Choose a strong, unique password — but remember it cannot replace your seed.
Step 3: Write Down Your Seed Phrase
The wallet now shows your 25 words. This is the critical moment:
- Write all 25 words by hand, numbered, in the exact order shown.
- Double-check spelling and that the 25th (checksum) word is included.
- Do not screenshot it, photograph it, or paste it anywhere digital.
Store the paper offline. For larger amounts, plan a sturdier backup as described in Securing Your Seed.
Step 4: Verify Your Backup
A backup you never test is a backup you cannot trust. Verifying proves you copied the words correctly:
- Some wallets ask you to re-enter a few words right after setup — do this honestly from your paper, not from memory.

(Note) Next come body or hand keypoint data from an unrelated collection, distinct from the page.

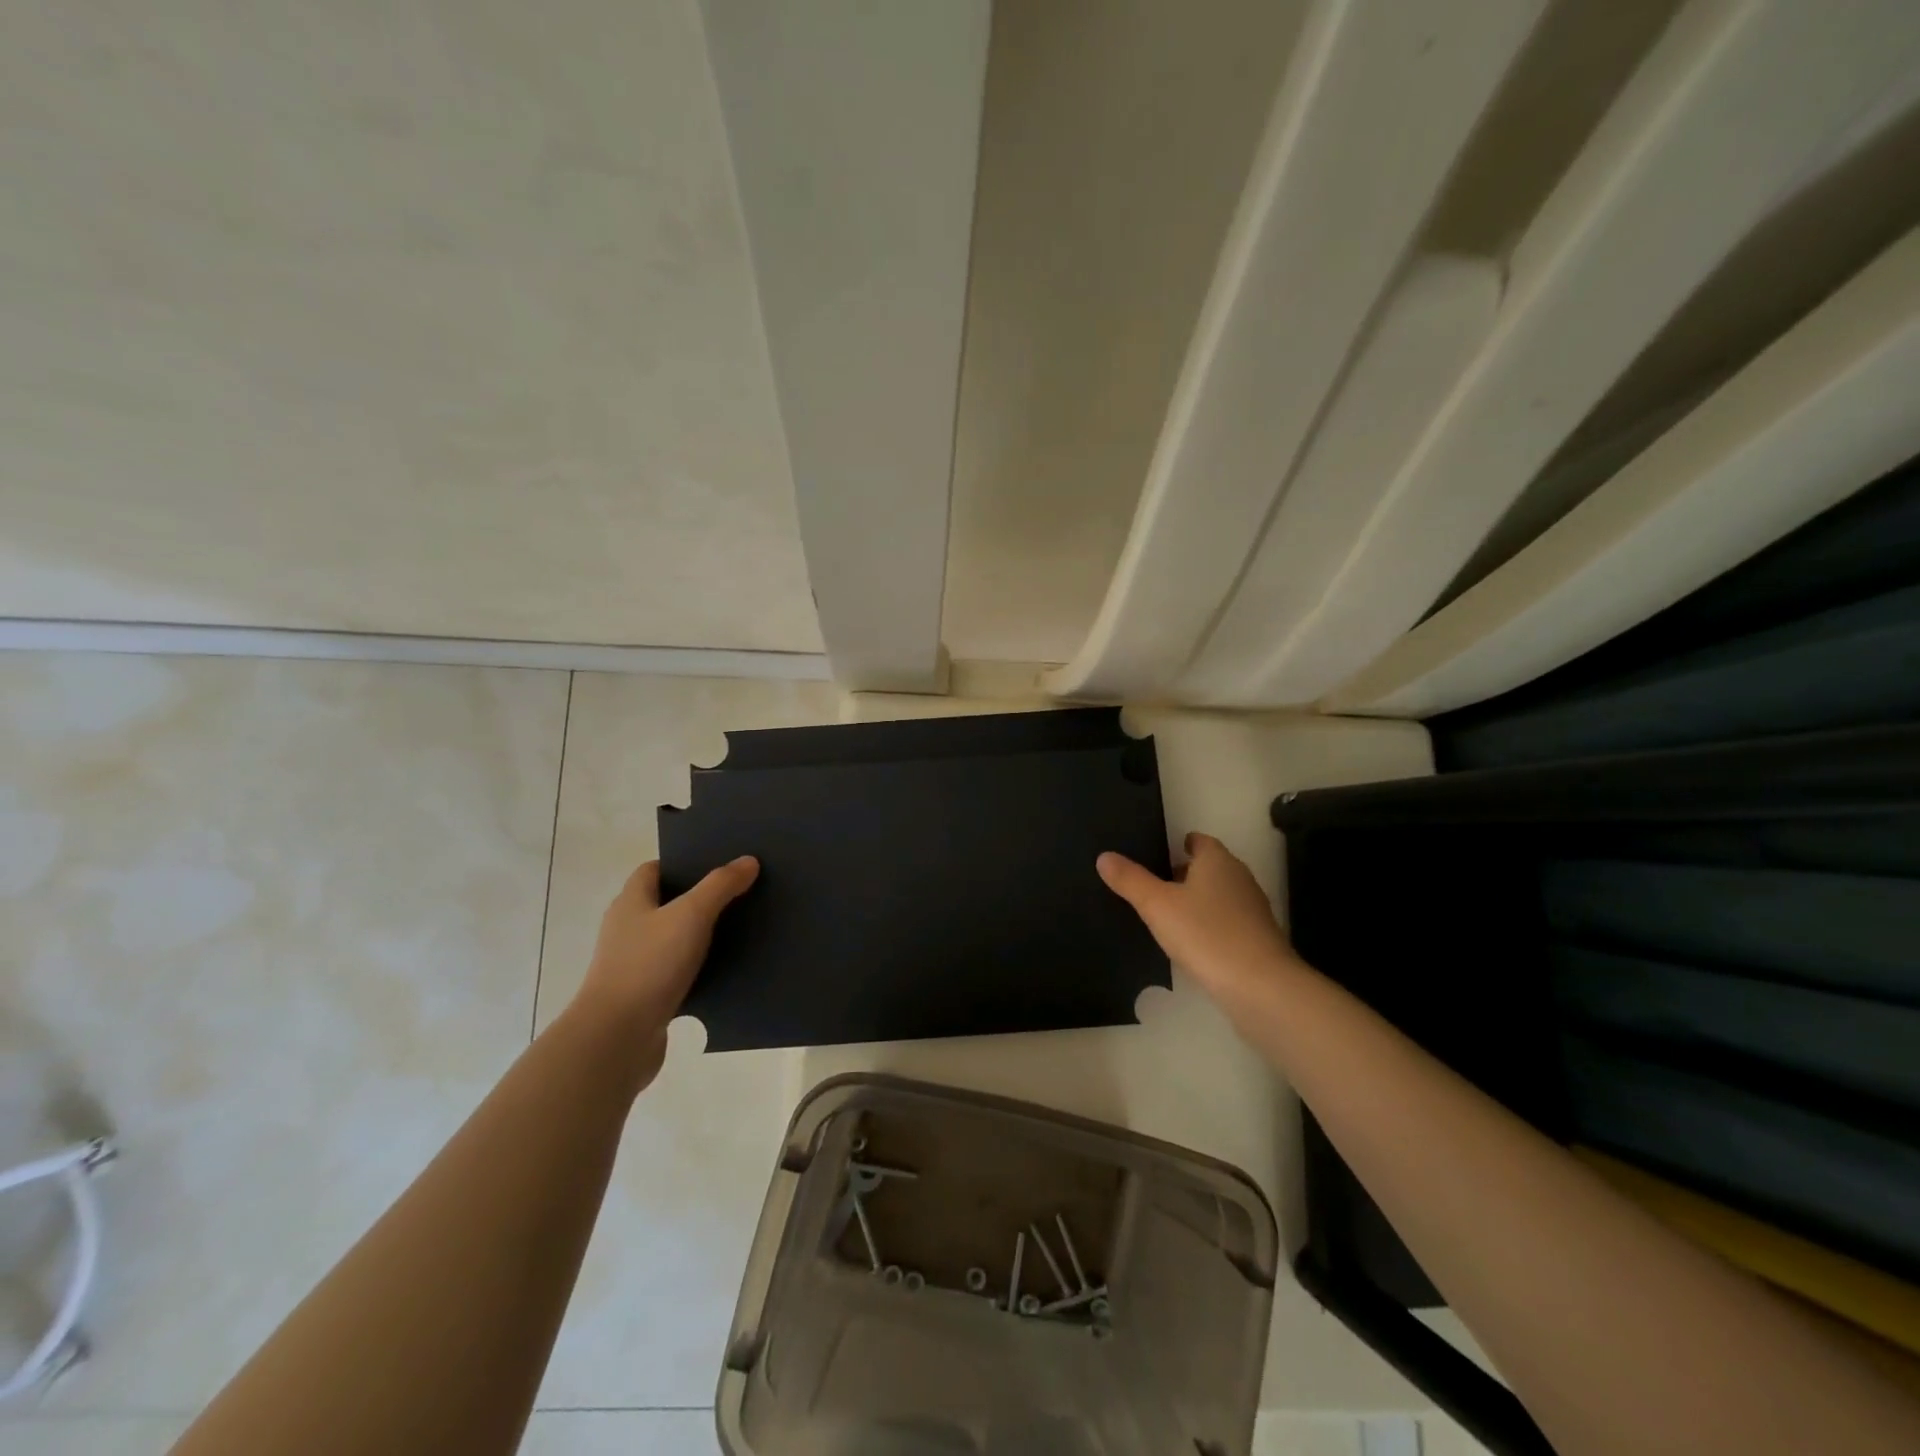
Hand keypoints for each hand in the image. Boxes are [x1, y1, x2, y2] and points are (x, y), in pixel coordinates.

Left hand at [569, 857, 758, 1073]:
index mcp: (631, 902)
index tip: (718, 863)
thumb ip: (720, 885)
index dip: (683, 863)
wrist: (617, 1038)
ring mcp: (633, 964)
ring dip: (701, 935)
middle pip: (665, 902)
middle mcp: (627, 929)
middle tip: (738, 892)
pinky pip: (677, 972)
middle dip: (699, 897)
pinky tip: (727, 970)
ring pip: (673, 939)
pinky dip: (698, 969)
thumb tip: (748, 860)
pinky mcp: (645, 995)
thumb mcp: (691, 915)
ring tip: (740, 928)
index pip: (653, 869)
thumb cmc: (649, 965)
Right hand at [1097, 833, 1298, 1002]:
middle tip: (1153, 885)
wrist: (1260, 987)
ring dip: (1197, 902)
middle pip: (1209, 868)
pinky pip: (1226, 923)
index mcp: (1218, 861)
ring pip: (1219, 897)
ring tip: (1166, 916)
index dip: (1179, 844)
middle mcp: (1239, 879)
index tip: (1157, 854)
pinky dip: (1209, 927)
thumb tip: (1104, 857)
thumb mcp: (1156, 905)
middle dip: (1185, 874)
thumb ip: (1130, 880)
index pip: (1199, 841)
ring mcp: (1252, 910)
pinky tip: (1190, 944)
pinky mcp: (1257, 940)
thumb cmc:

- For full confidence, restore the seed into a second, empty wallet (or a fresh profile) using the "Restore from seed" option. If it loads the same address, your backup is good.
Always verify before you put meaningful funds in. It is far better to find a mistake now, with an empty wallet, than after you have received coins.
Step 5: Let the Wallet Sync
Your wallet must talk to the Monero network to know your balance. It either runs its own node (downloading the blockchain, more private) or connects to a remote node (faster, slight privacy trade-off). A brand-new wallet has no funds, so syncing is quick. We cover node choices later in Running or Choosing a Node.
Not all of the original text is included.